* [PROBLEM DETAILS]:
Each entry must come back word for word; drop the images as you go.

━━━ SUPPLIED DATA ━━━

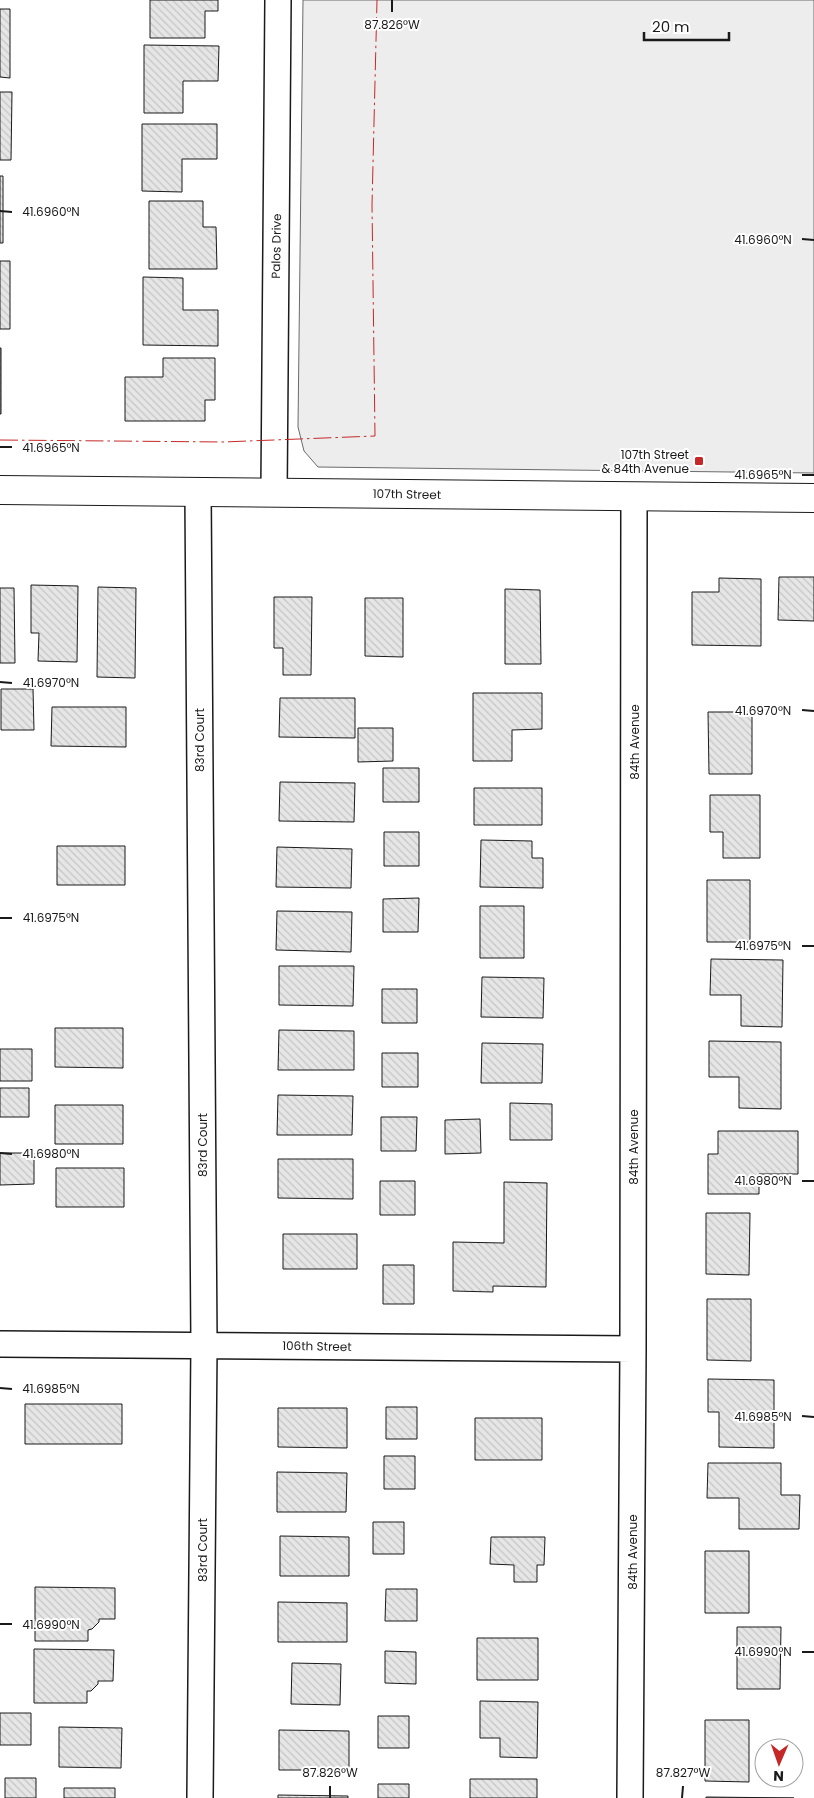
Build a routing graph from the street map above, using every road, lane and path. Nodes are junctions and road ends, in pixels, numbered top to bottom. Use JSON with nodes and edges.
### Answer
{"nodes":[{"id":1,"x":278,"y":0,"type":"edge"},
{"id":2,"x":0,"y":490,"type":"edge"},
{"id":3,"x":198,"y":492,"type":"junction"},
{"id":4,"x":274,"y":492,"type":"junction"},
{"id":5,"x":634,"y":496,"type":"junction"},
{"id":6,"x":814,"y":498,"type":"edge"},
{"id":7,"x":0,"y":1344,"type":"edge"},
{"id":8,"x":204,"y":1345,"type":"junction"},
{"id":9,"x":633,"y":1349,"type":"junction"},
{"id":10,"x":200,"y":1798,"type":"edge"},
{"id":11,"x":630,"y":1798,"type":"edge"}],
"edges":[{"from":1,"to":4,"type":"street","name":"Palos Drive"},
{"from":2,"to":3,"type":"street","name":"107th Street"},
{"from":3,"to":4,"type":"street","name":"107th Street"},
{"from":3,"to":8,"type":"street","name":"83rd Court"},
{"from":4,"to":5,"type":"street","name":"107th Street"},
{"from":5,"to":6,"type":"street","name":"107th Street"},
{"from":5,"to":9,"type":"street","name":"84th Avenue"},
{"from":7,"to":8,"type":"street","name":"106th Street"},
{"from":8,"to":9,"type":"street","name":"106th Street"},
{"from":8,"to":10,"type":"street","name":"83rd Court"},
{"from":9,"to":11,"type":"street","name":"84th Avenue"}]}
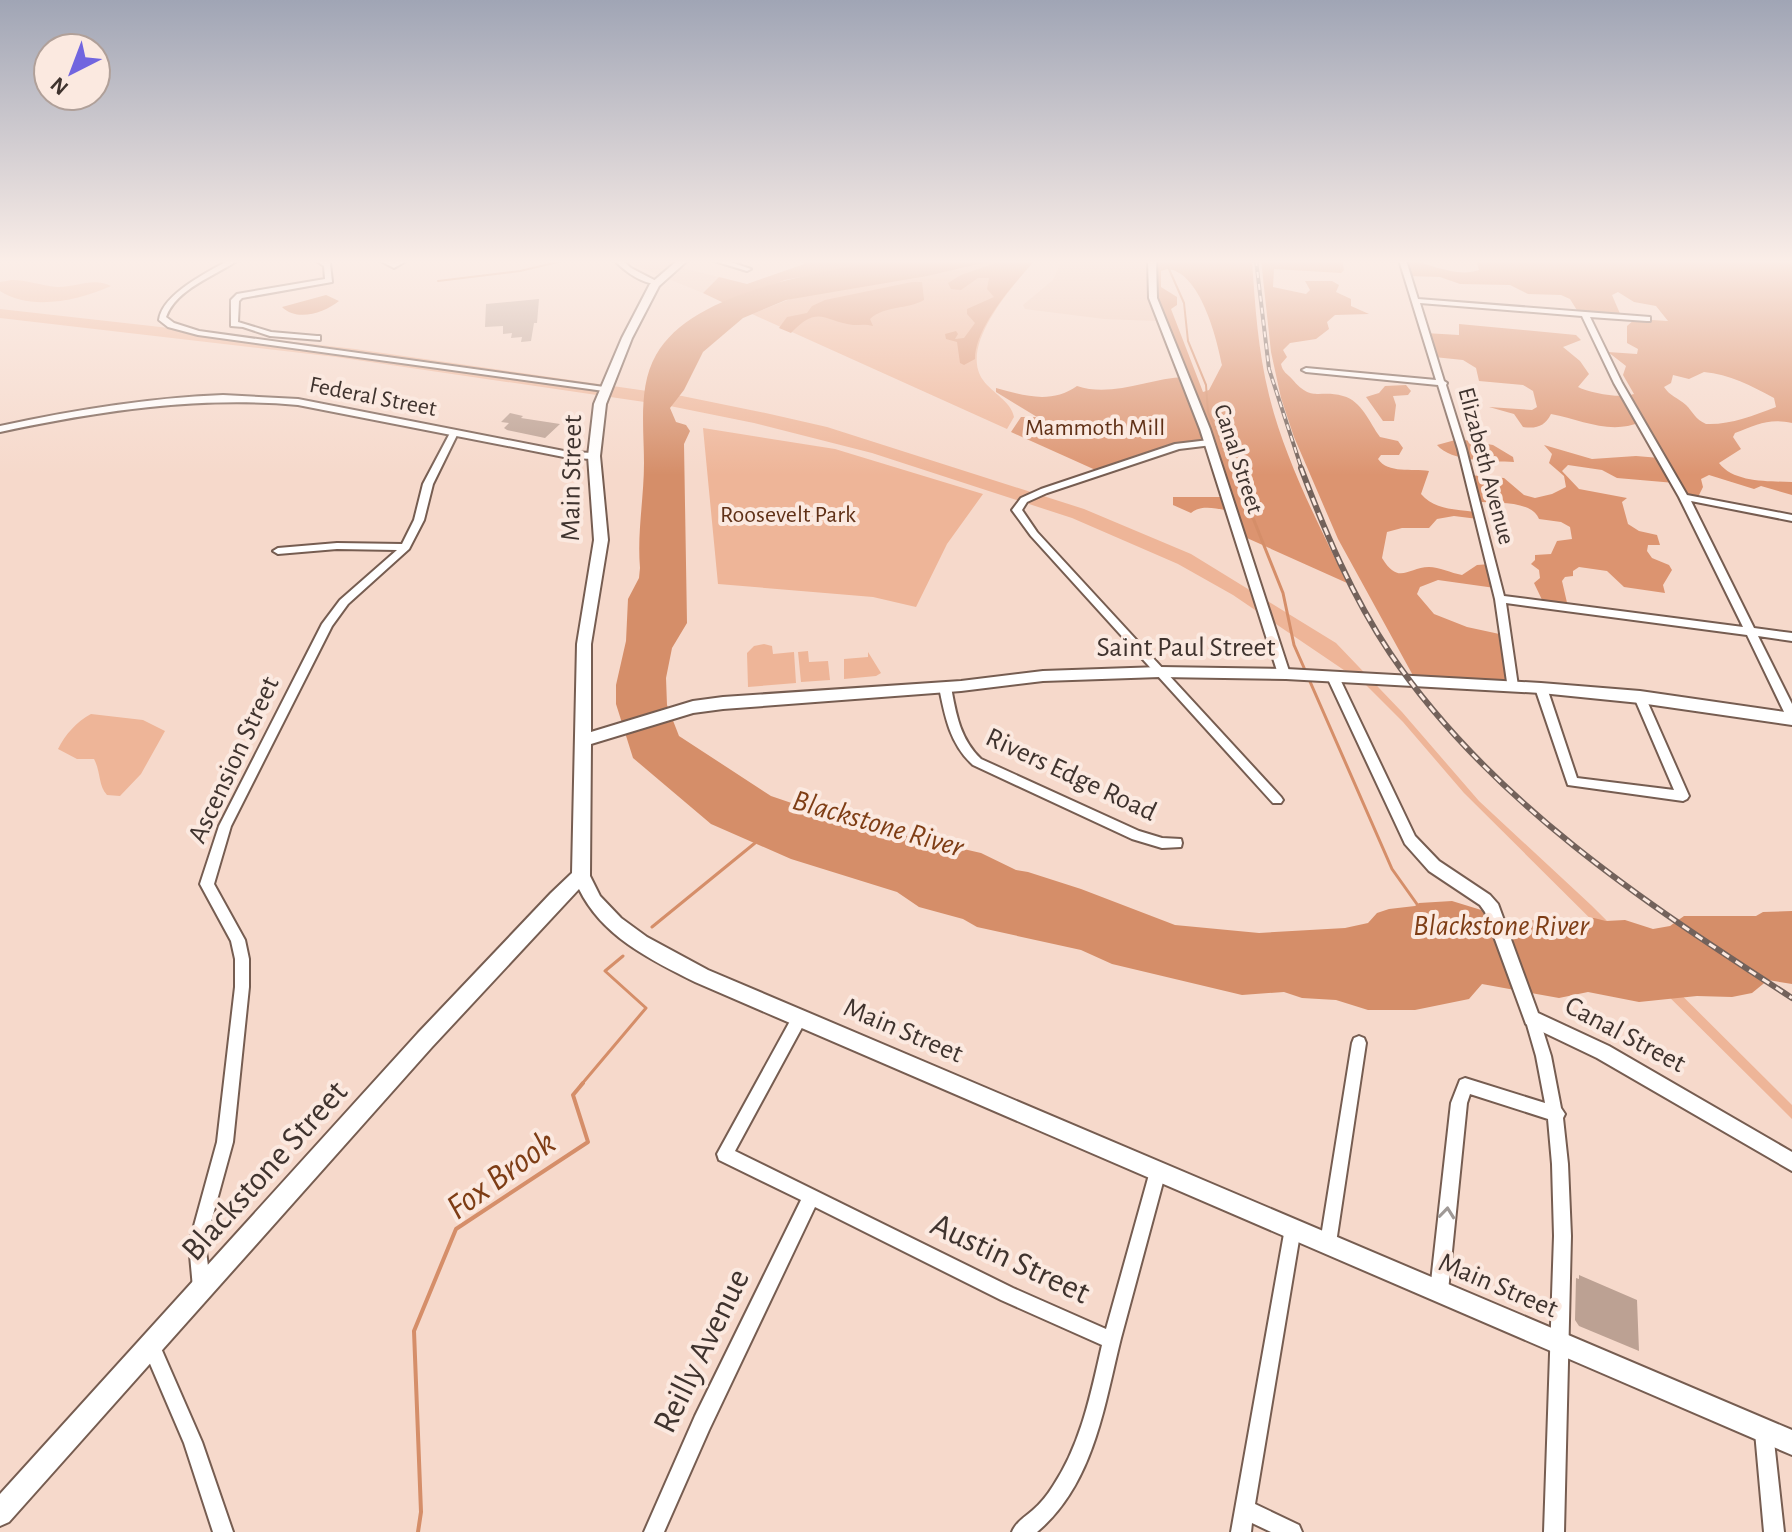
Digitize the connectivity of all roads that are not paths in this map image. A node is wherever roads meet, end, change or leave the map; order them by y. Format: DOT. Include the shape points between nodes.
graph roads {
  1 [pos="196,331"];
  2 [pos="221,331"];
  3 [pos="263,331"];
  4 [pos="633,331"];
  5 [pos="1166,331"];
  6 [pos="1427,331"];
  7 [pos="1593,331"];
  8 [pos="213,336"];
  9 [pos="317,338"];
  10 [pos="1306,370"];
  11 [pos="1443,383"];
  12 [pos="604,389"];
  13 [pos="0,429"];
  14 [pos="454,433"];
  15 [pos="1209,443"];
  16 [pos="594,456"];
  17 [pos="1684,497"];
  18 [pos="1792,518"];
  19 [pos="406,547"];
  20 [pos="278,551"];
  21 [pos="1500,599"];
  22 [pos="1750,631"];
  23 [pos="1792,637"];
  24 [pos="1160,672"];
  25 [pos="1284,674"];
  26 [pos="1333,677"];
  27 [pos="1512,686"];
  28 [pos="945,687"];
  29 [pos="1541,688"];
  30 [pos="1640,697"];
  31 [pos="1792,717"];
  32 [pos="584,740"];
  33 [pos="1277,800"];
  34 [pos="1176,843"];
  35 [pos="581,876"];
  36 [pos="1530,1012"];
  37 [pos="800,1017"];
  38 [pos="1359,1043"];
  39 [pos="1557,1114"];
  40 [pos="1792,1162"];
  41 [pos="1158,1171"];
  42 [pos="811,1198"];
  43 [pos="1293,1228"];
  44 [pos="1328,1243"];
  45 [pos="202,1288"];
  46 [pos="1439,1291"];
  47 [pos="1112,1340"];
  48 [pos="1560,1343"];
  49 [pos="151,1344"];
  50 [pos="1764,1432"];
  51 [pos="1792,1443"];
  52 [pos="1245,1509"];
  53 [pos="0,1513"];
  54 [pos="1043,1524"];
  55 [pos="223,1532"];
  56 [pos="654,1532"];
  57 [pos="1022,1532"];
  58 [pos="1241,1532"];
  59 [pos="1292,1532"];
  60 [pos="1554,1532"];
  61 [pos="1774,1532"];
  1 -- 8 [label="street"];
  2 -- 8 [label="street"];
  3 -- 9 [label="street"];
  4 -- 12 [label="main road, Main Street"];
  5 -- 15 [label="street, Canal Street"];
  6 -- 11 [label="street, Elizabeth Avenue"];
  7 -- 17 [label="street"];
  8 -- 12 [label="street"];
  10 -- 11 [label="street"];
  11 -- 21 [label="street, Elizabeth Avenue"];
  12 -- 16 [label="main road, Main Street"];
  13 -- 14 [label="street, Federal Street" via="138,405 225,398 298,402"];
  14 -- 16 [label="street, Federal Street"];
  14 -- 19 [label="street, Ascension Street" via="428,484"];
  15 -- 24 [label="street" via="1164,450 1018,505 1034,534"];
  15 -- 25 [label="street, Canal Street"];
  16 -- 32 [label="main road, Main Street" via="601,531 585,637"];
  17 -- 18 [label="street"];
  17 -- 22 [label="street"];
  19 -- 20 [label="street"];
  19 -- 45 [label="street, Ascension Street" via="327,624 212,859 207,884 238,940 242,987 225,1142 197,1244"];
  21 -- 22 [label="street"];
  21 -- 27 [label="street, Elizabeth Avenue"];
  22 -- 23 [label="street"];
  22 -- 31 [label="street"];
  24 -- 25 [label="main road, Saint Paul Street"];
  24 -- 28 [label="main road, Saint Paul Street" via="1043,676"];
  24 -- 33 [label="street"];
  25 -- 26 [label="main road, Saint Paul Street"];
  26 -- 27 [label="main road, Saint Paul Street"];
  26 -- 36 [label="street, Canal Street" via="1410,840 1434,866 1492,909"];
  27 -- 29 [label="main road, Saint Paul Street"];
  28 -- 32 [label="main road, Saint Paul Street" via="693,707"];
  28 -- 34 [label="street, Rivers Edge Road" via="955,736 977,762 1136,835"];
  29 -- 30 [label="main road, Saint Paul Street"];
  29 -- 30 [label="street" via="1572,782 1683,796"];
  30 -- 31 [label="main road, Saint Paul Street"];
  32 -- 35 [label="main road, Main Street"];
  35 -- 37 [label="main road, Main Street" via="601,914 629,937"];
  35 -- 45 [label="main road, Blackstone Street"];
  36 -- 39 [label="street"];
  36 -- 40 [label="street, Canal Street"];
  37 -- 41 [label="main road, Main Street"];
  37 -- 42 [label="street, Austin Street" via="725,1154"];
  38 -- 44 [label="street"];
  46 -- 39 [label="street, one-way" via="1460,1092 1465,1085"];
  39 -- 48 [label="street" via="1563,1237"];
  41 -- 43 [label="main road, Main Street"];
  41 -- 47 [label="street, Austin Street"];
  42 -- 47 [label="street, Austin Street"];
  42 -- 56 [label="street, Reilly Avenue"];
  43 -- 44 [label="main road, Main Street"];
  43 -- 52 [label="street"];
  44 -- 46 [label="main road, Main Street"];
  45 -- 49 [label="main road, Blackstone Street"];
  46 -- 48 [label="main road, Main Street"];
  47 -- 54 [label="street" via="1086,1436"];
  48 -- 50 [label="main road, Main Street"];
  48 -- 60 [label="street"];
  49 -- 53 [label="main road, Blackstone Street"];
  49 -- 55 [label="street" via="193,1442"];
  50 -- 51 [label="main road, Main Street"];
  50 -- 61 [label="street"];
  52 -- 58 [label="street"];
  52 -- 59 [label="street"];
  54 -- 57 [label="street"];
}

━━━

* [WORKED SOLUTION]:
Build a routing graph from the street map above, using every road, lane and path. Nodes are junctions and road ends, in pixels, numbered top to bottom. Use JSON with nodes and edges.
### Answer
{"nodes":[{"id":1,"x":278,"y":0,"type":"edge"},
{"id":2,"x":0,"y":490,"type":"edge"},
{"id":3,"x":198,"y":492,"type":"junction"},
{"id":4,"x":274,"y":492,"type":"junction"},
{"id":5,"x":634,"y":496,"type":"junction"},
{"id":6,"x":814,"y":498,"type":"edge"},
{"id":7,"x":0,"y":1344,"type":"edge"},
{"id":8,"x":204,"y":1345,"type":"junction"},
{"id":9,"x":633,"y":1349,"type":"junction"},
{"id":10,"x":200,"y":1798,"type":"edge"},
{"id":11,"x":630,"y":1798,"type":"edge"}],
"edges":[{"from":1,"to":4,"type":"street","name":"Palos Drive"},
{"from":2,"to":3,"type":"street","name":"107th Street"},
{"from":3,"to":4,"type":"street","name":"107th Street"},
{"from":3,"to":8,"type":"street","name":"83rd Court"},
{"from":4,"to":5,"type":"street","name":"107th Street"},
{"from":5,"to":6,"type":"street","name":"107th Street"},
{"from":5,"to":9,"type":"street","name":"84th Avenue"},
{"from":7,"to":8,"type":"street","name":"106th Street"},
{"from":8,"to":9,"type":"street","name":"106th Street"},
{"from":8,"to":10,"type":"street","name":"83rd Court"},
{"from":9,"to":11,"type":"street","name":"84th Avenue"}]}
Digitize the connectivity of all roads that are not paths in this map image. A node is wherever roads meet, end, change or leave the map; order them by y. Format: DOT. Include the shape points between nodes.
graph roads {
  1 [pos="196,331"];
  2 [pos="221,331"];
  3 [pos="263,331"];
  4 [pos="633,331"];
  5 [pos="1166,331"];
  6 [pos="1427,331"];
  7 [pos="1593,331"];
  8 [pos="213,336"];
  9 [pos="317,338"];
  10 [pos="1306,370"];
  11 [pos="1443,383"];
  12 [pos="604,389"];
  13 [pos="0,429"];
  14 [pos="454,433"];
  15 [pos="1209,443"];
  16 [pos="594,456"];
  17 [pos="1684,497"];
  18 [pos="1792,518"];
  19 [pos="406,547"];
  20 [pos="278,551"];
  21 [pos="1500,599"];
  22 [pos="1750,631"];
  23 [pos="1792,637"];
  24 [pos="1160,672"];
  25 [pos="1284,674"];
  26 [pos="1333,677"];
  27 [pos="1512,686"];
  28 [pos="945,687"];
  29 [pos="1541,688"];
  30 [pos="1640,697"];
  31 [pos="1792,717"];
  32 [pos="584,740"];
  33 [pos="1277,800"];
  34 [pos="1176,843"];
  35 [pos="581,876"];
  36 [pos="1530,1012"];
  37 [pos="800,1017"];
  38 [pos="1359,1043"];
  39 [pos="1557,1114"];
  40 [pos="1792,1162"];
  41 [pos="1158,1171"];
  42 [pos="811,1198"];
  43 [pos="1293,1228"];
  44 [pos="1328,1243"];
  45 [pos="202,1288"];
  46 [pos="1439,1291"];
  47 [pos="1112,1340"];
  48 [pos="1560,1343"];
  49 [pos="151,1344"];
  50 [pos="1764,1432"];
  51 [pos="1792,1443"];
  52 [pos="1245,1509"];
  53 [pos="0,1513"];
  54 [pos="1043,1524"];
  55 [pos="223,1532"];
  56 [pos="654,1532"];
  57 [pos="1022,1532"];
  58 [pos="1241,1532"];
  59 [pos="1292,1532"];
  60 [pos="1554,1532"];
  61 [pos="1774,1532"];
  1 -- 8 [label="street"];
  2 -- 8 [label="street"];
  3 -- 9 [label="street"];
  4 -- 12 [label="main road, Main Street"];
  5 -- 15 [label="street, Canal Street"];
  6 -- 11 [label="street, Elizabeth Avenue"];
  7 -- 17 [label="street"];
  8 -- 12 [label="street"];
  10 -- 11 [label="street"];
  11 -- 21 [label="street, Elizabeth Avenue"];
  12 -- 16 [label="main road, Main Street"];
  13 -- 14 [label="street, Federal Street" via="138,405 225,398 298,402"];
  14 -- 16 [label="street, Federal Street"];
  14 -- 19 [label="street, Ascension Street" via="428,484"];
  15 -- 24 [label="street" via="1164,450 1018,505 1034,534"];
  15 -- 25 [label="street, Canal Street"];
  16 -- 32 [label="main road, Main Street" via="601,531 585,637"];
  17 -- 18 [label="street"];
  17 -- 22 [label="street"];
  19 -- 20 [label="street"];
  19 -- 45 [label="street, Ascension Street" via="327,624 212,859 207,884 238,940 242,987 225,1142 197,1244"];
  21 -- 22 [label="street"];
  21 -- 27 [label="street, Elizabeth Avenue"];
  22 -- 23 [label="street"];
  22 -- 31 [label="street"];
  24 -- 25 [label="main road, Saint Paul Street"];
  24 -- 28 [label="main road, Saint Paul Street" via="1043,676"];
  24 -- 33 [label="street"];
  25 -- 26 [label="main road, Saint Paul Street"];
  26 -- 27 [label="main road, Saint Paul Street"];
  26 -- 36 [label="street, Canal Street" via="1410,840 1434,866 1492,909"];
  27 -- 29 [label="main road, Saint Paul Street"];
  28 -- 32 [label="main road, Saint Paul Street" via="693,707"];
  28 -- 34 [label="street, Rivers Edge Road" via="955,736 977,762 1136,835"];
  29 -- 30 [label="main road, Saint Paul Street"];
  29 -- 30 [label="street" via="1572,782 1683,796"];
  30 -- 31 [label="main road, Saint Paul Street"];
  32 -- 35 [label="main road, Main Street"];
  35 -- 37 [label="main road, Main Street" via="601,914 629,937"];
  35 -- 45 [label="main road, Blackstone Street"];
  36 -- 39 [label="street"];
  36 -- 40 [label="street, Canal Street"];
  37 -- 41 [label="main road, Main Street"];
  37 -- 42 [label="street, Austin Street" via="725,1154"];
  38 -- 44 [label="street"];
  46 -- 39 [label="street, one-way" via="1460,1092 1465,1085"];
  39 -- 48 [label="street" via="1563,1237"];
  41 -- 43 [label="main road, Main Street"];
  41 -- 47 [label="street, Austin Street"];
  42 -- 47 [label="street, Austin Street"];
  42 -- 56 [label="street, Reilly Avenue"];
  43 -- 44 [label="main road, Main Street"];
  43 -- 52 [label="street"];
  44 -- 46 [label="main road, Main Street"];
  45 -- 49 [label="main road, Blackstone Street"];
  46 -- 48 [label="main road, Main Street"];
  47 -- 54 [label="street" via="1086,1436"];
  48 -- 50 [label="main road, Main Street"];
  48 -- 60 [label="street"];
  49 -- 53 [label="main road, Blackstone Street"];
  49 -- 55 [label="street" via="193,1442"];
  50 -- 51 [label="main road, Main Street"];
  50 -- 61 [label="street"];
  52 -- 58 [label="street"];
  52 -- 59 [label="street"];
  54 -- 57 [label="street"];
}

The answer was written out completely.